Yves Tumor: Heaven to a Tortured Mind review – strong, wrong songs of a rare genius

(Warp)
Sean Bowie’s creative imagination is extraordinary: experimental, capable of any genre, with an internal logic powering its shifts in mood

The opening track on Sean Bowie’s fourth album under the name Yves Tumor has a bold, swaggering title – Gospel for a New Century – and a sound to match. It struts along on a tight, funky rhythm, punctuated by explosions of dramatic blaxploitation-soundtrack brass swiped from a 1978 pop-funk album by South Korean vocalist Lee Son Ga. There’s a weirdness to the whole enterprise – something chaotic and edgy about the atmosphere, and somewhere in the distance there are faintly disturbing cut-up female vocals – but you don’t notice it unless you concentrate. Certainly you don’t notice it as much as the impassioned vocal, the lyrics about sexual desire and unrequited love, and the killer chorus.

It sounds like the track of a leftfield artist marshalling themselves to make something more straightforward and commercial – which fits with the person behind it. The first album by Yves Tumor (who uses they/them pronouns), When Man Fails You, which they self-released in 2015, was way out in the leftfield: a collection of dark ambient instrumentals, bursts of noise and unsettling field recordings. Each of their acclaimed subsequent releases seems to have edged at least a little closer to the mainstream, but never as stridently as this.

But the sense that Bowie may be making a concerted bid for a wider audience lasts only slightly longer than Gospel for a New Century does. Track two, Medicine Burn, opens with a rolling funk rhythm but is quickly consumed by a dense sprawl of noise in which distorted electric guitar becomes indistinguishable from harsh electronics. There’s definitely a song in there, but it fights for space amid an ever-increasing sonic tumult. Casting around for something to compare it to you might suggest Parliament-Funkadelic at their most whacked-out, or side one of David Bowie’s “Heroes” (there’s a hint of Beauty and the Beast, or Joe the Lion’s Robert Fripp-assisted wall of noise, and some of Bowie’s wilful opacity in the lyrics – “Severed heads on the mental guillotine, life of blasphemy, room full of kings”). But it doesn’t really sound like either. It’s viscerally thrilling but it sounds no more like a bid for mainstream acceptance than it does the Massed Bands of the Coldstream Guards.

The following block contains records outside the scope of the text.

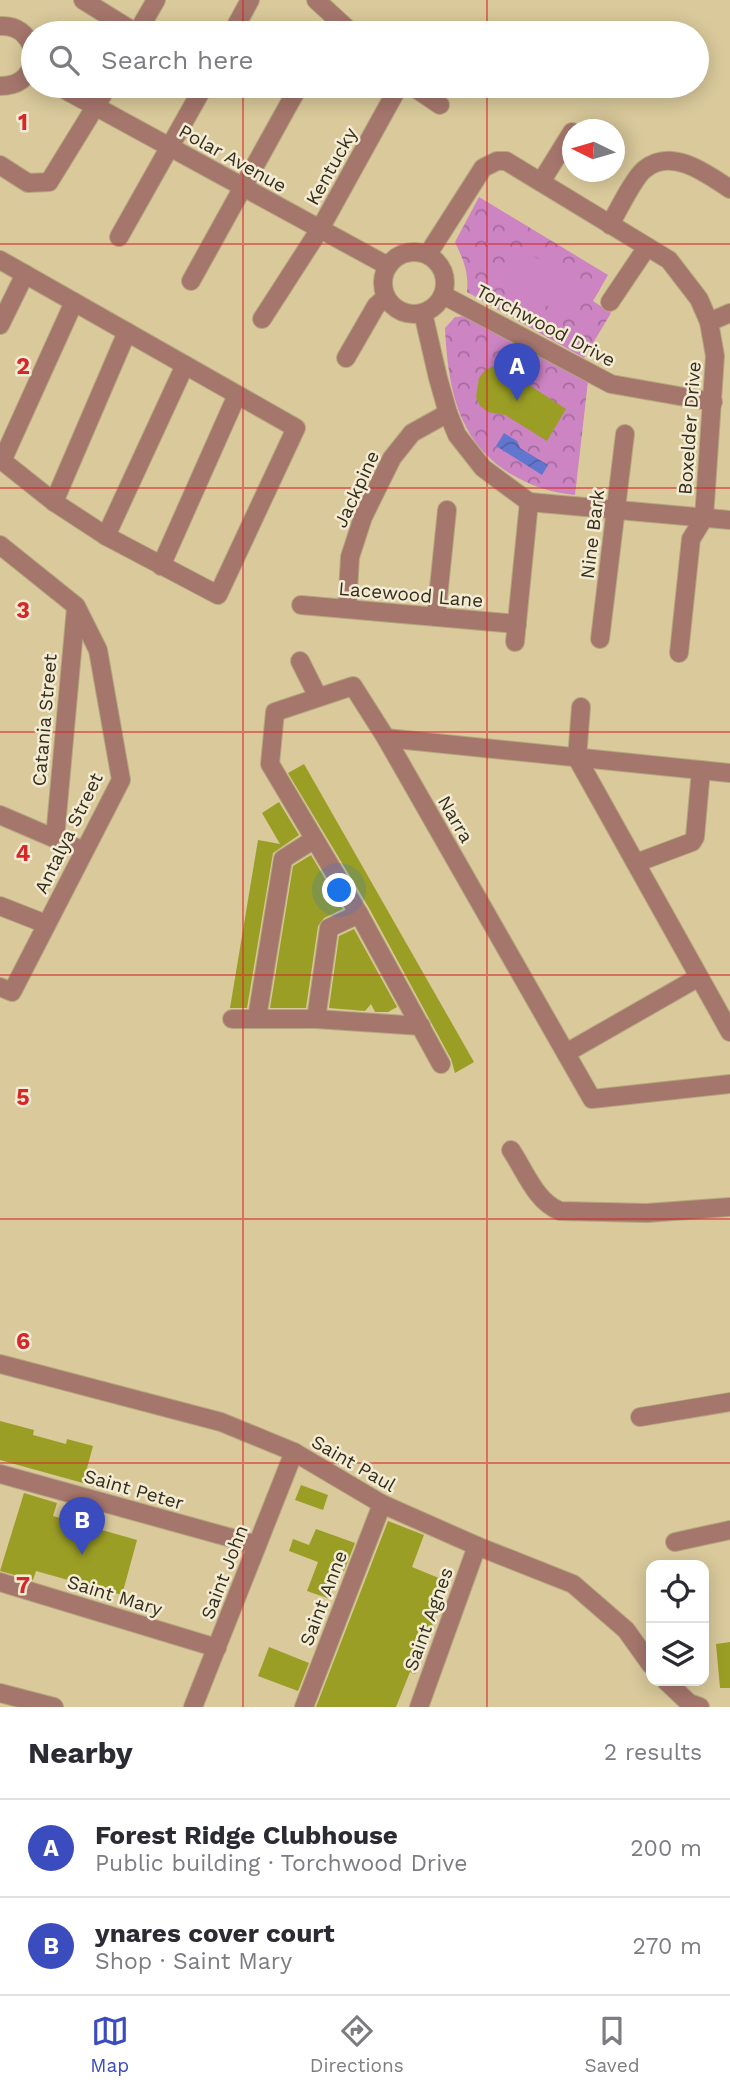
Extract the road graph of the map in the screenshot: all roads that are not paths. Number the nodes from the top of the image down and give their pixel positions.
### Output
1 (83, 0) edge
2 (156, 0) edge
3 (250, 0) edge
4 (316, 0) edge
5 (117, 21) edge
6 (144, 21) edge
7 (239, 21) edge
8 (329, 21) edge
9 (0, 26) edge
10 (21, 31) edge
11 (21, 81) edge
12 (0, 86) edge
13 (80, 98) edge
14 (101, 98) edge
15 (198, 98) edge
16 (292, 98) edge
17 (392, 98) edge
18 (430, 98) edge
19 (440, 105) dead end
20 (96, 107) junction
21 (171, 148) junction
22 (562, 148) edge
23 (0, 165) edge
24 (541, 181) junction
25 (243, 188) junction
26 (730, 189) edge
27 (610, 225) junction
28 (320, 229) junction
29 (119, 237) dead end
30 (647, 247) junction
31 (428, 254) junction
32 (0, 260) edge
33 (388, 266) junction
34 (24, 274) junction
35 (191, 281) dead end
36 (443, 295) junction
37 (386, 297) junction
38 (74, 302) junction
39 (610, 302) dead end
40 (423, 313) junction
41 (730, 313) edge
42 (261, 319) dead end
43 (709, 322) junction
44 (0, 325) edge
45 (127, 332) junction
46 (346, 358) dead end
47 (185, 365) junction
48 (237, 395) junction
49 (713, 402) junction
50 (448, 412) junction
51 (625, 434) dead end
52 (1, 460) edge
53 (54, 502) junction
54 (529, 502) junction
55 (447, 510) dead end
56 (616, 510) junction
57 (704, 518) junction
58 (730, 520) edge
59 (106, 536) junction
60 (0, 545) edge
61 (161, 566) junction
62 (301, 605) dead end
63 (76, 606) junction
64 (347, 609) junction
65 (436, 617) junction
66 (600, 639) dead end
67 (679, 653) dead end
68 (300, 661) dead end
69 (318, 697) junction
70 (581, 707) dead end
71 (386, 738) junction
72 (577, 758) junction
73 (701, 770) junction
74 (730, 773) edge
75 (0, 815) edge
76 (55, 838) junction
77 (313, 840) junction
78 (83, 850) junction
79 (636, 863) junction
80 (0, 906) edge
81 (359, 914) junction
82 (46, 925) junction
83 (699, 976) junction
84 (0, 987) edge
85 (257, 1018) junction
86 (232, 1019) dead end
87 (316, 1019) junction
88 (421, 1026) junction
89 (730, 1032) edge
90 (566, 1054) junction
91 (441, 1064) dead end
92 (730, 1084) edge
93 (511, 1150) dead end
94 (730, 1207) edge
95 (0, 1364) edge
96 (730, 1402) edge
97 (640, 1417) dead end
98 (294, 1452) junction
99 (0, 1474) edge
100 (382, 1504) junction
101 (730, 1530) edge
102 (675, 1542) dead end
103 (257, 1545) junction
104 (477, 1546) junction
105 (0, 1582) edge
106 (217, 1648) junction
107 (646, 1658) edge
108 (671, 1686) edge
109 (0, 1693) edge
110 (54, 1707) edge
111 (193, 1707) edge
112 (303, 1707) edge
113 (419, 1707) edge
114 (700, 1707) edge

1 - 5 street
2 - 6 street
3 - 7 street
4 - 8 street
9 - 10 street
11 - 12 street
13 - 20 street, Polar Avenue
14 - 20 street
15 - 21 street
16 - 25 street
17 - 28 street, Kentucky
18 - 19 street
20 - 21 street, Polar Avenue
20 - 23 street
21 - 25 street, Polar Avenue
21 - 29 street
22 - 24 street
24 - 27 street, Boxelder Drive
24 - 31 street, Boxelder Drive
25 - 28 street, Polar Avenue
25 - 35 street
26 - 27 street
27 - 30 street, Boxelder Drive
28 - 33 street, Polar Avenue
28 - 42 street, Kentucky
30 - 39 street
30 - 43 street, Boxelder Drive
31 - 33 street
31 - 36 street
32 - 34 street
33 - 37 street
34 - 38 street
34 - 44 street
36 - 40 street
36 - 49 street, Torchwood Drive
37 - 40 street
37 - 46 street
38 - 45 street
38 - 52 street
40 - 50 street
41 - 43 street
43 - 49 street, Boxelder Drive
45 - 47 street
45 - 53 street
47 - 48 street
47 - 59 street
48 - 61 street
48 - 61 street
49 - 57 street, Boxelder Drive
50 - 54 street
50 - 64 street, Jackpine
51 - 56 street, Nine Bark
52 - 53 street
53 - 59 street
54 - 56 street
54 - 65 street, Lacewood Lane
55 - 65 street
56 - 57 street
56 - 66 street, Nine Bark
57 - 58 street
57 - 67 street, Boxelder Drive
59 - 61 street
60 - 63 street, Antalya Street
62 - 64 street, Lacewood Lane
63 - 76 street, Catania Street
63 - 78 street, Antalya Street
64 - 65 street, Lacewood Lane
68 - 69 street
69 - 71 street, Narra
69 - 77 street
70 - 72 street
71 - 72 street
71 - 90 street, Narra
72 - 73 street
72 - 79 street
73 - 74 street
73 - 79 street
75 - 76 street
76 - 78 street
77 - 81 street
77 - 85 street
78 - 82 street, Antalya Street
79 - 83 street
80 - 82 street
81 - 87 street
81 - 88 street
82 - 84 street, Antalya Street
83 - 89 street
83 - 90 street
85 - 86 street
85 - 87 street
87 - 88 street
88 - 91 street
90 - 92 street, Narra
93 - 94 street
95 - 98 street, Saint Paul
96 - 97 street
98 - 100 street, Saint Paul
98 - 103 street, Saint John
99 - 103 street, Saint Peter
100 - 104 street, Saint Paul
100 - 112 street, Saint Anne
101 - 102 street
103 - 106 street, Saint John
104 - 107 street, Saint Paul
104 - 113 street, Saint Agnes
105 - 106 street, Saint Mary
106 - 111 street, Saint John
108 - 114 street
109 - 110 street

Whatever you think I am, I’m not: that seems to be the overall message. Few current artists are quite as slippery and evasive as Sean Bowie, who retains a perfunctory social media presence and rarely gives interviews. When they do, they go out of their way to resist categorisation. They don’t define their androgynous, constantly-changing appearance: “My gender or my sexuality or my feelings about equality [aren’t] my personal brand.” It’s not even clear if Sean Bowie is their real name.

What we do know is that they come from Knoxville, Tennessee; that they worked with – or perhaps constituted the entire lineup of – a chillwave band called Teams; collaborated with rapper Mykki Blanco; and have a liking for both “funky, groovy shit” (a legacy of their parents’ love of soul) and “harsh, disgusting shit”. And they’re a fan of Throbbing Gristle, whose influence you can hear in the mournful, distant tones and streaks of noise that decorate the instrumental Asteroid Blues.

One other fact about them is that, as evidenced by Heaven to a Tortured Mind, they’re exceptionally talented. There’s real skill involved in coming up with something that sounds coherent while shifting through so many styles, as if defying the listener to get a handle on it – often over the course of the same track. The lo-fi R&B of Romanticist is disrupted by clumsy guitar power chords, then a knotty mesh of samples and noise; Kerosene! goes from hazy guitar-and-synth indie somewhere in the region of Ariel Pink to a grandstanding stadium rock guitar solo to fervent female vocals that variously, if vaguely, recall the Cocteau Twins’ Elizabeth Fraser and Claire Torry’s star turn on Pink Floyd’s The Great Gig in the Sky.

But Heaven to a Tortured Mind really does sound coherent. It is punchy and concise; its stylistic leaps and short-circuits always feel intended – the product of someone operating to their own internal logic rather than randomly throwing ideas at the wall. It helps that Bowie is a really strong songwriter. For all the musical bedlam, virtually everything here is richly melodic. Tellingly, the album’s weakest moments come when they let the tunes slip from their grasp, as on Folie Imposée or the meandering Strawberry Privilege. But , if you so desired, it feels as though you could alter the arrangement of Super Stars or album closer A Greater Love and turn them into something straightforwardly commercial.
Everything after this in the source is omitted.